# EXERCISE BRIEF:
Without including the pictures, copy each line below exactly as it reads.

# DATA LISTING:
+ + +
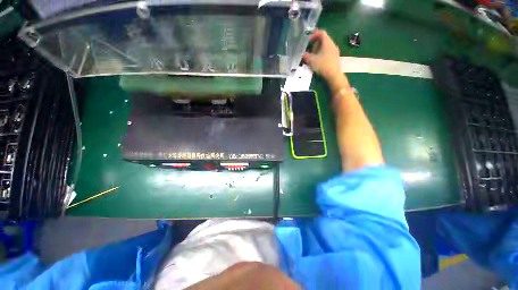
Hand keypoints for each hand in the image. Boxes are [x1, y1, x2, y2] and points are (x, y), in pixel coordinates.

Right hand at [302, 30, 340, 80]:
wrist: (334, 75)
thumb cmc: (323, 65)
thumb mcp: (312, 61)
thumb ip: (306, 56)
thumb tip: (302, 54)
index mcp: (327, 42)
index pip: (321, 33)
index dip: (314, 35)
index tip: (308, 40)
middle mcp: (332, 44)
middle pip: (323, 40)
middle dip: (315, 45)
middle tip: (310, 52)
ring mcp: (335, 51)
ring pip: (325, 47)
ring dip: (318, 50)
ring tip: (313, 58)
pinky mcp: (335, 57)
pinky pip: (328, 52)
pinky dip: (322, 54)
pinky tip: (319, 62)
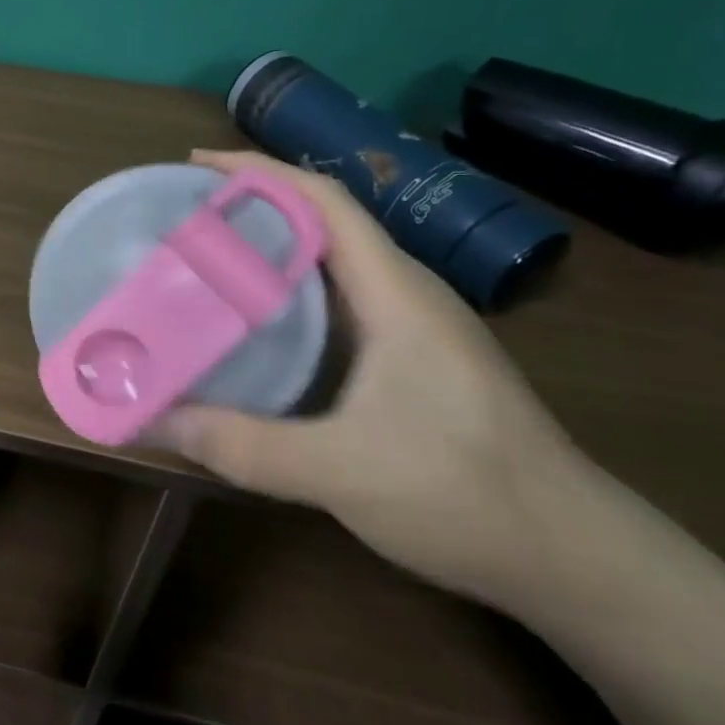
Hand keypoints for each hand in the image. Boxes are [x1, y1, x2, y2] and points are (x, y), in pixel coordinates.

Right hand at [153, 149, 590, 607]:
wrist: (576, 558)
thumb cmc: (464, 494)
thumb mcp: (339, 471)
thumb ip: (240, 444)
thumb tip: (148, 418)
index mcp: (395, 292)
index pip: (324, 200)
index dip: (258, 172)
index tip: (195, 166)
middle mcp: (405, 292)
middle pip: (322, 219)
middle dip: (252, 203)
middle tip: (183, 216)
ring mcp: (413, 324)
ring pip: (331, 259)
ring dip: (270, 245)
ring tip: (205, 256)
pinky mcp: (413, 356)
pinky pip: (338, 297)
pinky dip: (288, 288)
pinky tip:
+ + +
# RESPONSE TO THE TASK:
Hand keypoints for each hand in the image. Boxes are [x1, y1, x2, y2] and points are (x, y), in pixel coordinates.

Right hand at [302, 30, 340, 80]:
wrist: (334, 75)
thumb cmc: (323, 65)
thumb mcp: (312, 61)
thumb ip: (306, 56)
thumb tip: (302, 54)
index mcp: (327, 42)
index pip: (321, 33)
index dip: (314, 35)
index tip: (308, 40)
middle mcp: (332, 44)
middle pip: (323, 40)
middle dip: (315, 45)
middle tip: (310, 52)
ring mcp: (335, 51)
ring pip: (325, 47)
ring dip: (318, 50)
ring tip: (313, 58)
pinky mcp: (335, 57)
pinky pip: (328, 52)
pinky dip: (322, 54)
pinky tip: (319, 62)
Hand keypoints for each hand in the image. Boxes are [x1, y1, x2, y2] and points are (x, y), in pixel coordinates.

Right hand at [153, 149, 590, 607]:
wrist: (576, 558)
thumb cmc: (464, 494)
thumb mcp: (339, 471)
thumb ip: (240, 444)
thumb tip: (148, 418)
index mcp: (395, 292)
index pip: (324, 200)
index dip: (258, 172)
index tip: (195, 166)
middle mcp: (405, 292)
middle pip: (322, 219)
middle dip: (252, 203)
middle tip: (183, 216)
ring mcp: (413, 324)
ring pip: (331, 259)
ring dip: (270, 245)
ring tip: (205, 256)
pinky mcp: (413, 356)
pinky pip: (338, 297)
pinky dip: (288, 288)
pinky tip:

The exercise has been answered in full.